Your decade as Executive Director might best be characterized as an era of institution building. I see it as transforming
a basic premise—that European integration required a more coordinated approach to certifying drug safety and efficacy—into
specific processes, policies, and platforms that today are accepted by key stakeholders. Has the transition you've achieved
helped preserve Europe's position as the world's largest market for medicines? What and where is the benefit?
Thomas Lonngren: The Agency is a relative newcomer to medicines regulation, having begun operations only in January 1995—some seven decades
after the creation of the US FDA in 1930. So we have had a short learning curve. We are also an institution unique to Europe,
with a mandate to coordinate scientific assets from the 27 EU member states and three European Economic Area (EEA) countries
for the evaluation, supervision, and pharmacovigilance of medicinal products for human and veterinary use. What this means
in practice is that we are an institution built around partnership, with our principal contacts being the national registration
authorities with whom we administer a single, centralized EU-wide marketing authorization for new medicines granted through
the European Commission. This task is a delicate one, as we must balance the need for process coordination with a complex
web of policy interactions. Partnering well requires political wisdom; the metric for success is being accountable to the
European institutions and the member states through good science, strong evidence, independent professional judgment, and—most
important—a high level of transparency and communication.
The "incentive to consult" avoids the hubris that sometimes accompanies the exercise of power in the public trust. It gives
us a rich portfolio of expertise to draw on. We are constantly exposed to different perspectives and are expected to explain
and justify our actions to the same competent authorities in each of the member states, which is a guard against complacency
and the bureaucratic mindset. This is one of the benefits of our approach, as it fosters a capacity for continuous innovation
in the way we regulate. We have to be networked—it's wired into our DNA. The fact that national authorities still have a role
in issuing a marketing license makes us nimble and doubly aware of how we impact public health.
This was also a period of significant expansion in the "European project," where the Agency was expected—by default—to take
on new responsibilities. Which of these were most important in defining what the Agency is today?
TL: When I became Executive Director in January 2001, we had about 150 employees; today we have more than 850. The Agency administers
a network of more than 5,400 experts distributed among 44 drug-licensing authorities in 30 countries. We manage six scientific
committees responsible for our centralized authorization procedure, which is now mandatory for all new technologies, including
biologics, with a seventh committee—on pharmacovigilance—in preparation. On top of that there are 35 expert working parties
that supervise the development of clinical guidelines and support the preparation of dossiers.
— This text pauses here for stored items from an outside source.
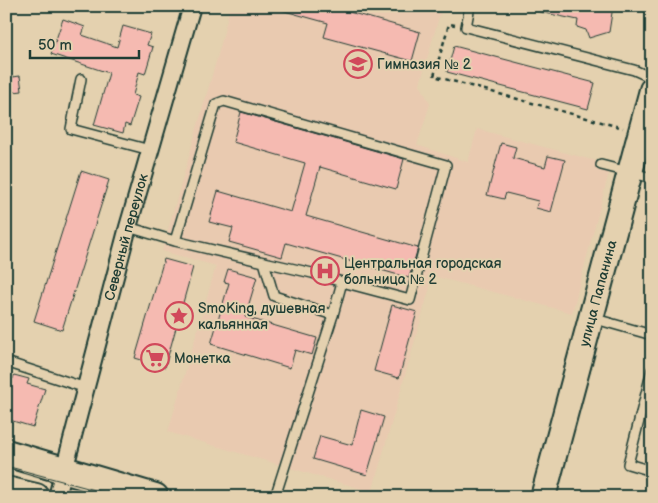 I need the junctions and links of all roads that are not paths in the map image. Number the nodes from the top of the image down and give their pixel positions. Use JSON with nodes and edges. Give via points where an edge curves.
{"nodes":[{"id":1,"x":192,"y":6,"type":"edge"},
{"id":2,"x":470,"y":6,"type":"edge"},
{"id":3,"x":652,"y":78,"type":"edge"},
{"id":4,"x":81,"y":79,"type":"dead end"},
{"id":5,"x":652,"y":90,"type":"edge"},
{"id":6,"x":150,"y":150,"type":"junction"},
{"id":7,"x":601,"y":165,"type":"dead end"},
{"id":8,"x":641,"y":175,"type":"edge"},
{"id":9,"x":128,"y":227,"type":"junction"},
{"id":10,"x":175,"y":241,"type":"junction"},
{"id":11,"x":264,"y":262,"type":"junction"},
{"id":12,"x":342,"y":282,"type":"junction"},
{"id":13,"x":332,"y":315,"type":"junction"},
{"id":14,"x":591,"y":318,"type":"junction"},
{"id":15,"x":652,"y":335,"type":"edge"},
{"id":16,"x":6,"y":362,"type":"edge"},
{"id":17,"x":652,"y":370,"type":"edge"},
{"id":18,"x":86,"y":388,"type":"junction"},
{"id":19,"x":6,"y":453,"type":"edge"},
{"id":20,"x":65,"y":470,"type":"junction"},
{"id":21,"x":652,"y":471,"type":"edge"},
{"id":22,"x":6,"y":490,"type":"edge"},
{"id":23,"x":36,"y":497,"type":"edge"},
{"id":24,"x":57,"y":497,"type":"edge"},
{"id":25,"x":155,"y":497,"type":"edge"},
{"id":26,"x":275,"y":497,"type":"edge"},
{"id":27,"x":543,"y":497,"type":"edge"}],
"edges":[{"from":1,"to":6,"type":"street","name":"Северный переулок"},
{"from":2,"to":3,"type":"lane","via":[[466,27],[634,70]]},
{"from":4,"to":6,"type":"lane","via":[[71,129]]},
{"from":5,"to":8,"type":"street","name":"улица Папанина"},
{"from":6,"to":9,"type":"street","name":"Северный переулок"},
{"from":7,"to":8,"type":"lane"},
{"from":8,"to":14,"type":"street","name":"улица Папанина"},
{"from":9,"to":10,"type":"lane"},
{"from":9,"to":18,"type":"street","name":"Северный переулок"},
{"from":10,"to":11,"type":"lane"},
{"from":10,"to":12,"type":"lane","via":[[216,104],[224,100],[446,165],[410,300]]},
{"from":11,"to":12,"type":"lane"},
{"from":11,"to":13,"type":"lane","via":[[274,296]]},
{"from":12,"to":13,"type":"lane"},
{"from":13,"to":26,"type":"lane"},
{"from":14,"to":15,"type":"lane"},
{"from":14,"to":27,"type":"street","name":"улица Папанина"},
{"from":16,"to":18,"type":"lane"},
{"from":17,"to":21,"type":"lane","via":[[628,464]]},
{"from":18,"to":20,"type":"street","name":"Северный переулок"},
{"from":19,"to":20,"type":"main road"},
{"from":20,"to":24,"type":"street","name":"Северный переулок"},
{"from":20,"to":25,"type":"main road"},
{"from":22,"to":23,"type":"main road"}]}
What happened here was the political leadership in Brussels recognized that completion of the internal market required a stronger
European basis for regulating the safety and efficacy of medicines. Directives were introduced in 2001 to clarify and expand
our mandate in the human and the veterinary medicines area, with new scientific evaluation committees established in critical
areas of unmet health needs, such as orphan drugs. Then in 2004, we had the "big bang"—the entry into our network of 10 new
EU member states, followed by two more in 2007. This brought significant challenges in coping with more players at the table
while maintaining the commitment to efficient dossier management and timely appraisals. We also saw the introduction of risk
and surveillance management planning and the conditional approval track, where companies can gain expedited decisions on products
for diseases that are severe and life-threatening and do not have substitutes on the market. Next, we had to respond to pressure
to help speed the development of pediatric medicines, resulting in the creation of yet another scientific review committee.
Because of the policy sensitivities and the complexity of the science, it was probably the most complicated set of rules anyone
has ever had to introduce in Europe.
The Commission Regulation of 2004 also defined a role for the Agency in tracking the pace of scientific discovery to ensure
our standards are relevant and supportive to what industry is seeking to deliver for patients. It resulted in legislation
to create a Committee on Advanced Therapies to facilitate introduction of novel technologies, such as gene or cell therapies
or tissue engineering. This is a real innovation for Europe, as no other national regulatory body has such a group dedicated
to fostering timely introductions of the new medicines of the future. One of our key objectives at the Agency—in addition
to certifying safety and efficacy—is to stimulate innovation and promote the availability of new medicines. Good regulation
can facilitate that; the Advanced Therapy Committee is an example I am quite proud of.